:: Source data ::

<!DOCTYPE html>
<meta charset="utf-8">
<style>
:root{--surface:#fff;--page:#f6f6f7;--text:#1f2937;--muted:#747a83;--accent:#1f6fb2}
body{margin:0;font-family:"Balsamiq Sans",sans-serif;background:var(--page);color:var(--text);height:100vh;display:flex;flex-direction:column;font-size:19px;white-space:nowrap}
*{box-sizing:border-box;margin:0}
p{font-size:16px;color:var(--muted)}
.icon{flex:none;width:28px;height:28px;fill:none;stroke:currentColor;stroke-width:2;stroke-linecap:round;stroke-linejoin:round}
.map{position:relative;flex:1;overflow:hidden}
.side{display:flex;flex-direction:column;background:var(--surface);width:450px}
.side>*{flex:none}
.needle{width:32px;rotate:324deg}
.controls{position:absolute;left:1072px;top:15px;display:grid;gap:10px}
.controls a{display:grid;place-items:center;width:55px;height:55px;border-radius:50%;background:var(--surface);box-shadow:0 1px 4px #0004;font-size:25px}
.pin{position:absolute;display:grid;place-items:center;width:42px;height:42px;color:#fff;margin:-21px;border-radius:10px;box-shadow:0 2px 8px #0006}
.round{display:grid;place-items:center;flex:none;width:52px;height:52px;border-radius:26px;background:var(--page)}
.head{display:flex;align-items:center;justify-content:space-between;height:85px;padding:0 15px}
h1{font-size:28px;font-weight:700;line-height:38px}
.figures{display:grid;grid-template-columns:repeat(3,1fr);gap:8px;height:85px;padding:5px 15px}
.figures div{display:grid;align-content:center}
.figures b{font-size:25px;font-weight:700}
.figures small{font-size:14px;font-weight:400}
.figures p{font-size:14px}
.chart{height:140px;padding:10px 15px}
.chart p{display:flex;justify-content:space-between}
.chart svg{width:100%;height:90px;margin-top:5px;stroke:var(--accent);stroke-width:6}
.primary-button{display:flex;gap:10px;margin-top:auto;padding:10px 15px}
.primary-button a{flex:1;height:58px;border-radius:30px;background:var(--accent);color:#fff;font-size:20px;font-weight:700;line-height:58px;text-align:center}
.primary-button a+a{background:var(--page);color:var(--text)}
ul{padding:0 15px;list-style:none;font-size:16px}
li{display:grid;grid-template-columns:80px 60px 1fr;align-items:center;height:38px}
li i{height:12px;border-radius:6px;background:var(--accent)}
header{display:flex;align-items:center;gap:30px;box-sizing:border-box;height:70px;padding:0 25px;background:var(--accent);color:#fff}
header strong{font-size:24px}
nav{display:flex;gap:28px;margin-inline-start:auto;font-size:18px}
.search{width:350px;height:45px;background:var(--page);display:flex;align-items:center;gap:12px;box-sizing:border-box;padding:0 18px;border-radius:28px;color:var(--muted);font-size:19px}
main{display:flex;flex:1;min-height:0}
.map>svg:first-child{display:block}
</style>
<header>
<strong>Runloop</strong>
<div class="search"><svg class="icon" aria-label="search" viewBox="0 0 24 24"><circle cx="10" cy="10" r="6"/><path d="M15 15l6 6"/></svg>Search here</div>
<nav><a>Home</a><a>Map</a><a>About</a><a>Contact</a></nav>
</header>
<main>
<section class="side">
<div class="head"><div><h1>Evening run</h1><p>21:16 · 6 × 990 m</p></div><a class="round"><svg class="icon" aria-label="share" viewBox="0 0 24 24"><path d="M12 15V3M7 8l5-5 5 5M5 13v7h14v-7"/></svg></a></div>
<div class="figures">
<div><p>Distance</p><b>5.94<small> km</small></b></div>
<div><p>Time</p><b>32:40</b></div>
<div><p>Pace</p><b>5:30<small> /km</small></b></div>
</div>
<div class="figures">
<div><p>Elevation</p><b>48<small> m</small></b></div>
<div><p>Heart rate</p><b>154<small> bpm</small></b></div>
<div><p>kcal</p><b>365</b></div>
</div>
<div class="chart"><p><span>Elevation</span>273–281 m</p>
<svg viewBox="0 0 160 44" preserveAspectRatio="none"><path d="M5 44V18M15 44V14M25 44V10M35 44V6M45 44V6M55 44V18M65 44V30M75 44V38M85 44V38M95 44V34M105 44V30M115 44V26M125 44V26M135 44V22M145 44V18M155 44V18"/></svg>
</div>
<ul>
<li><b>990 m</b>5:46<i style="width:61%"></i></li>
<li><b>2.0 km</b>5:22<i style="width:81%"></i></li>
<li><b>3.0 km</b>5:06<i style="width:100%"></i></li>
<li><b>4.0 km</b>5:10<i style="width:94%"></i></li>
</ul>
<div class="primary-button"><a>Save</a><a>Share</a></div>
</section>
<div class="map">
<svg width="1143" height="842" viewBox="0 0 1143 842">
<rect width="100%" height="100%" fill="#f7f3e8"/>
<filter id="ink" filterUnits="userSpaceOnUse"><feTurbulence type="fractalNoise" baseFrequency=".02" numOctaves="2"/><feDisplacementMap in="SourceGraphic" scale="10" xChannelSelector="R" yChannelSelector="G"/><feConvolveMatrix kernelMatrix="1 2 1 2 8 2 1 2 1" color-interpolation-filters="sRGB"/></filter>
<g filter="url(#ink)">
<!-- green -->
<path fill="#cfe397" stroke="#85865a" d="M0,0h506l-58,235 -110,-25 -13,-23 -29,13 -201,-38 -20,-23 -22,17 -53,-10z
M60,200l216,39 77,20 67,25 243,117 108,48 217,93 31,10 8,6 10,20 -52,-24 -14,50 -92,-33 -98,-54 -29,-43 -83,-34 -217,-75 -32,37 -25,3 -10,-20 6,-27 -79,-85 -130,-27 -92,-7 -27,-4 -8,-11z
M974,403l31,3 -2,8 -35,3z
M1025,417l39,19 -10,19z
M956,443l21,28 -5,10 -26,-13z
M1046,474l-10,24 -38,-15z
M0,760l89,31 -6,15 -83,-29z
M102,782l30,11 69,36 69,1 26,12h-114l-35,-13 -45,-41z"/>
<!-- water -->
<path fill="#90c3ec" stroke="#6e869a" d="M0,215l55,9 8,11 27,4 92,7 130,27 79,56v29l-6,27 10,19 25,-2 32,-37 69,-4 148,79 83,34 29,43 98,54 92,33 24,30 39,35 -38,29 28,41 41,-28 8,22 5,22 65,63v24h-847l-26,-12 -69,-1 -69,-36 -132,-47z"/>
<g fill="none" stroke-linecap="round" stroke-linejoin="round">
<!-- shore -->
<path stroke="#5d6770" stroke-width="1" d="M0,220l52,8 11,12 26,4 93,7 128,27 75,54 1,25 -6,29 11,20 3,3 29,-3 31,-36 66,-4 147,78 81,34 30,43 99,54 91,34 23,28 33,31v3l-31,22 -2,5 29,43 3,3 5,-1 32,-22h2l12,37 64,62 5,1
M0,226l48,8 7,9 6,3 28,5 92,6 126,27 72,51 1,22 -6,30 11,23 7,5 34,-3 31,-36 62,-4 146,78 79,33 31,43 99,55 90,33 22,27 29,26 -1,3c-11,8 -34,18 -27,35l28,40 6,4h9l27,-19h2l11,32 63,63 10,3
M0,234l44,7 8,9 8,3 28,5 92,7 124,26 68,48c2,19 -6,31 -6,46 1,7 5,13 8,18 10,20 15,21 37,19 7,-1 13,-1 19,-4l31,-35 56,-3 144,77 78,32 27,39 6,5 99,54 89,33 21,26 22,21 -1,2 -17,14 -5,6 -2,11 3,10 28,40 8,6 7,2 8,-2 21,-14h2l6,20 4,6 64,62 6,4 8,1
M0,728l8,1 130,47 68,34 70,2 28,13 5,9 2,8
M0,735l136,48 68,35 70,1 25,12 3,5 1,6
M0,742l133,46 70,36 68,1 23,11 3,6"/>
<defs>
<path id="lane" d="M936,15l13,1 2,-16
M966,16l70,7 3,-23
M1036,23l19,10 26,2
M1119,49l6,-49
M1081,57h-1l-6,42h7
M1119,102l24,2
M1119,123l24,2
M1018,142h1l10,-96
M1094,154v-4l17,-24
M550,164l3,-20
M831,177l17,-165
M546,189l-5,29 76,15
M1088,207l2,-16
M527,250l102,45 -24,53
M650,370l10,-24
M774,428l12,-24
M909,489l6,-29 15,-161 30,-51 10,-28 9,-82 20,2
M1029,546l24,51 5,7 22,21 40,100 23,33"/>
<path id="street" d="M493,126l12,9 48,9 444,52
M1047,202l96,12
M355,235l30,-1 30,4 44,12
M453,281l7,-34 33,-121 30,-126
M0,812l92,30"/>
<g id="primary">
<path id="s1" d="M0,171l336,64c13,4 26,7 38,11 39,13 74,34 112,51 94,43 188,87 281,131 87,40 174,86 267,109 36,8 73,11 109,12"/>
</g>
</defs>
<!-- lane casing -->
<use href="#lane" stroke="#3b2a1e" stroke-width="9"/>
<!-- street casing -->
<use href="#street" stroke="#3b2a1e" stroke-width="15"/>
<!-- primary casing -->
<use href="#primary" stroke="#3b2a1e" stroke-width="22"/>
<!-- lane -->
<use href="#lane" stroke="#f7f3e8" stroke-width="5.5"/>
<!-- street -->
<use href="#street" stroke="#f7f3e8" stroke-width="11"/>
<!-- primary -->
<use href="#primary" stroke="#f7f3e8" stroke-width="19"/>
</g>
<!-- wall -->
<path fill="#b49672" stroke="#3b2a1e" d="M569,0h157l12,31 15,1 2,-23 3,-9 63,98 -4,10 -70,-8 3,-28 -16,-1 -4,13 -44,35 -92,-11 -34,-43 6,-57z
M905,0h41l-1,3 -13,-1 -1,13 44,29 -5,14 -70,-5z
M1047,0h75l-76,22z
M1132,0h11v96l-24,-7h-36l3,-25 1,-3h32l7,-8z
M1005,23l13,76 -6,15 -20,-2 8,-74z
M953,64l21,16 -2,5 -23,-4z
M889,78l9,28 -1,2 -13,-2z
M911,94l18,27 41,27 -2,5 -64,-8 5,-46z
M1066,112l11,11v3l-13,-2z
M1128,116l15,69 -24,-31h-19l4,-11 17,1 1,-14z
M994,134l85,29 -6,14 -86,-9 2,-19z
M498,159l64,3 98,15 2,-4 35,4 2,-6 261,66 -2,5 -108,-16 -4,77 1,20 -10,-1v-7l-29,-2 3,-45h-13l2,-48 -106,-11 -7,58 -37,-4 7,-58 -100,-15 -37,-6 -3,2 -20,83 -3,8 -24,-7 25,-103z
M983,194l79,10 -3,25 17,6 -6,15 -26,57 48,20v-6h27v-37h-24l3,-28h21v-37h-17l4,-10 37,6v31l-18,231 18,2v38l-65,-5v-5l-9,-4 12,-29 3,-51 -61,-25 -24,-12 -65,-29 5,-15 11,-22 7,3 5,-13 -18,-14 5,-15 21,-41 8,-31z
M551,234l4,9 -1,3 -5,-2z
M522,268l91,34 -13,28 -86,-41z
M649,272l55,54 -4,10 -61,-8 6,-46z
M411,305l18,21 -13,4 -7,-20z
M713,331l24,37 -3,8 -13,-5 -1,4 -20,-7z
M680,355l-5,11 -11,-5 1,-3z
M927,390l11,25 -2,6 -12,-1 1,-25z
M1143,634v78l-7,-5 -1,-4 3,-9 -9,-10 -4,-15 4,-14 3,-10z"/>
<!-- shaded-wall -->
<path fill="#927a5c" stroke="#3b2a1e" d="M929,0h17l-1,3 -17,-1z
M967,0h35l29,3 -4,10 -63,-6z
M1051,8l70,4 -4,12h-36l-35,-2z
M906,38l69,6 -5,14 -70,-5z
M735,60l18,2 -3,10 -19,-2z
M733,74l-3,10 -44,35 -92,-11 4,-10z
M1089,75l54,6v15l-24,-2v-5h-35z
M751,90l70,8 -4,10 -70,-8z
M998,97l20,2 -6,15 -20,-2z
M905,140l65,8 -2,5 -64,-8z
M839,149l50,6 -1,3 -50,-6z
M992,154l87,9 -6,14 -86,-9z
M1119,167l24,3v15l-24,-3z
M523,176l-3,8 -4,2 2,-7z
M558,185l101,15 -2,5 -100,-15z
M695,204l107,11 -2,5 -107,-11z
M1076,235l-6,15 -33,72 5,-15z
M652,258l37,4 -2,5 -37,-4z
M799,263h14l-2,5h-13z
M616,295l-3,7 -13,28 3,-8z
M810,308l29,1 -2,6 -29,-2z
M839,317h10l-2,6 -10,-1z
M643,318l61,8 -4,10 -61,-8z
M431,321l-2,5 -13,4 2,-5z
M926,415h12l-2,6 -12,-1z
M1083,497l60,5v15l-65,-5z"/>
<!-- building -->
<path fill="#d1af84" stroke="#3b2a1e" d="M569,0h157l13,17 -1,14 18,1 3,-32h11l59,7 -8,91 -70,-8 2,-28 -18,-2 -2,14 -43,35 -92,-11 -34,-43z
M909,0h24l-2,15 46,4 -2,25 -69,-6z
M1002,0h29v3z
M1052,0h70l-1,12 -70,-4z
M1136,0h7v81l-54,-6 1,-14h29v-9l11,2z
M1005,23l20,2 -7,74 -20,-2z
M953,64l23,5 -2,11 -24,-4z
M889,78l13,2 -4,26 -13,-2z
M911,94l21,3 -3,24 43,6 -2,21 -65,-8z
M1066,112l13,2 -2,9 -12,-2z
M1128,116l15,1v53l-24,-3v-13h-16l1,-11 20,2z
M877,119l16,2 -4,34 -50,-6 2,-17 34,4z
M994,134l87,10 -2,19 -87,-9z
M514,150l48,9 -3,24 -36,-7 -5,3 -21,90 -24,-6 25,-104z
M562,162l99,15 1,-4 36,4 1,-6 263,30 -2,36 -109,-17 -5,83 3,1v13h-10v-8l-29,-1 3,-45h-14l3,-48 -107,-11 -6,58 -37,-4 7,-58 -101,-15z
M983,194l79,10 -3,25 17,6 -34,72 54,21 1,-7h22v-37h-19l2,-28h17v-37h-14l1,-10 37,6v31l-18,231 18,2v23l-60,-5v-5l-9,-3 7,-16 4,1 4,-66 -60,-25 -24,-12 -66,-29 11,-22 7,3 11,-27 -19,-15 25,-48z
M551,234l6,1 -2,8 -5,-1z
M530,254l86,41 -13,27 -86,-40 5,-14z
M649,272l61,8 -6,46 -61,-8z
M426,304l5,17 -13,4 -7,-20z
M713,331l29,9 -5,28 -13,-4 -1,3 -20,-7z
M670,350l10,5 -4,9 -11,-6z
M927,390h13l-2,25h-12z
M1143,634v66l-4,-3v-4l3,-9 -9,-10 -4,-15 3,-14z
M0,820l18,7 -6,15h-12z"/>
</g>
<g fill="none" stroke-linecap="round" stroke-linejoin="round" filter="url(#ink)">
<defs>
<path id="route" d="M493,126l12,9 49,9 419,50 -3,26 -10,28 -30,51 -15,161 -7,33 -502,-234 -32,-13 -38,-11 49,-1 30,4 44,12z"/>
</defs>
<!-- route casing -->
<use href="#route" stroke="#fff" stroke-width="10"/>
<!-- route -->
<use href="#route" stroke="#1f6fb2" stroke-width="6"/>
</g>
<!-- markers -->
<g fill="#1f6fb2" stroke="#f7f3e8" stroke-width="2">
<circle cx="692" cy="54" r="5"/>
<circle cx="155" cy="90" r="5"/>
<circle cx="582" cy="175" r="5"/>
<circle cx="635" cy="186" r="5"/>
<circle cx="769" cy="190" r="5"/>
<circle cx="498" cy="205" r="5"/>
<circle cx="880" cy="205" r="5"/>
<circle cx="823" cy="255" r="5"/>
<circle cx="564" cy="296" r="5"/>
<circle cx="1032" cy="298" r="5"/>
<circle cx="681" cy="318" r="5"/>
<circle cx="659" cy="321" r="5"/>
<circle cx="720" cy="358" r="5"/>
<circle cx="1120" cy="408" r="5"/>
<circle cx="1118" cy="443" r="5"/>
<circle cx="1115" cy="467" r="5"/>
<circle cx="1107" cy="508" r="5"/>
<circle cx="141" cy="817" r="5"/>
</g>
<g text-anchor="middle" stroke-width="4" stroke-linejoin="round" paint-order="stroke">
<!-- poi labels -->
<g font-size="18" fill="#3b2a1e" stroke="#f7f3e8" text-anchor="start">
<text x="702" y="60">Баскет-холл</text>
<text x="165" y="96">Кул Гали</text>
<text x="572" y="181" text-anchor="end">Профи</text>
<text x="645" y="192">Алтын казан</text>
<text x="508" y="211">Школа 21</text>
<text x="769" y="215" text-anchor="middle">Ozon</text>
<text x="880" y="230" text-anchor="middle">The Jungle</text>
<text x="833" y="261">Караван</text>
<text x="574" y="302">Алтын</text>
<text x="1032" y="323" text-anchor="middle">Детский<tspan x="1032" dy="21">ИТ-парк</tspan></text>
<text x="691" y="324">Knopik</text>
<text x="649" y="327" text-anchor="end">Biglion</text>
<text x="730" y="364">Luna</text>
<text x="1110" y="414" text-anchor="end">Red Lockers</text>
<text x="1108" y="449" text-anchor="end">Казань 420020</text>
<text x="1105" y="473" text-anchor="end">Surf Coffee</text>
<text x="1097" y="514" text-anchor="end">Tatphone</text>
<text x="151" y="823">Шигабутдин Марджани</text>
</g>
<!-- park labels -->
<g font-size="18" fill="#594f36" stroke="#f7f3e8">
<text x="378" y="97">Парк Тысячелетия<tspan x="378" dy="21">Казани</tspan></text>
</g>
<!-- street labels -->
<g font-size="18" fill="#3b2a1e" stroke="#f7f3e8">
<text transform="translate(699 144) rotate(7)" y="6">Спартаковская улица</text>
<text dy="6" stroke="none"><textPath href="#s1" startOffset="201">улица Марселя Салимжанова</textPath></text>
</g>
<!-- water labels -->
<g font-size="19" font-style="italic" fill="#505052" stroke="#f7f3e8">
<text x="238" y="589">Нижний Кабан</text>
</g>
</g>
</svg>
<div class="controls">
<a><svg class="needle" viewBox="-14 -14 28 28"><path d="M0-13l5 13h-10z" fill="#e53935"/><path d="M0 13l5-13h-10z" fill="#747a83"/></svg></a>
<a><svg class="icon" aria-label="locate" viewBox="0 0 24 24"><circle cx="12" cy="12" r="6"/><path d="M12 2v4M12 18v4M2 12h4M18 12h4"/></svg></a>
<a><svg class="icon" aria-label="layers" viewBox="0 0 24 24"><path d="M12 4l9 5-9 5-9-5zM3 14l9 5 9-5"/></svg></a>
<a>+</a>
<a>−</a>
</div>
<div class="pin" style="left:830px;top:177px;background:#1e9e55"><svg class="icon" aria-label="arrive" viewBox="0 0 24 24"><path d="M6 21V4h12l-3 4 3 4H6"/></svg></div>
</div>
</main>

:: Action item ::
Which lines in the listing above include the string "direction"? Copy each of them.

:: Expected answer ::
body{margin:0;font-family:"Balsamiq Sans",sans-serif;background:var(--page);color:var(--text);height:100vh;display:flex;flex-direction:column;font-size:19px;white-space:nowrap}
.side{display:flex;flex-direction:column;background:var(--surface);width:450px}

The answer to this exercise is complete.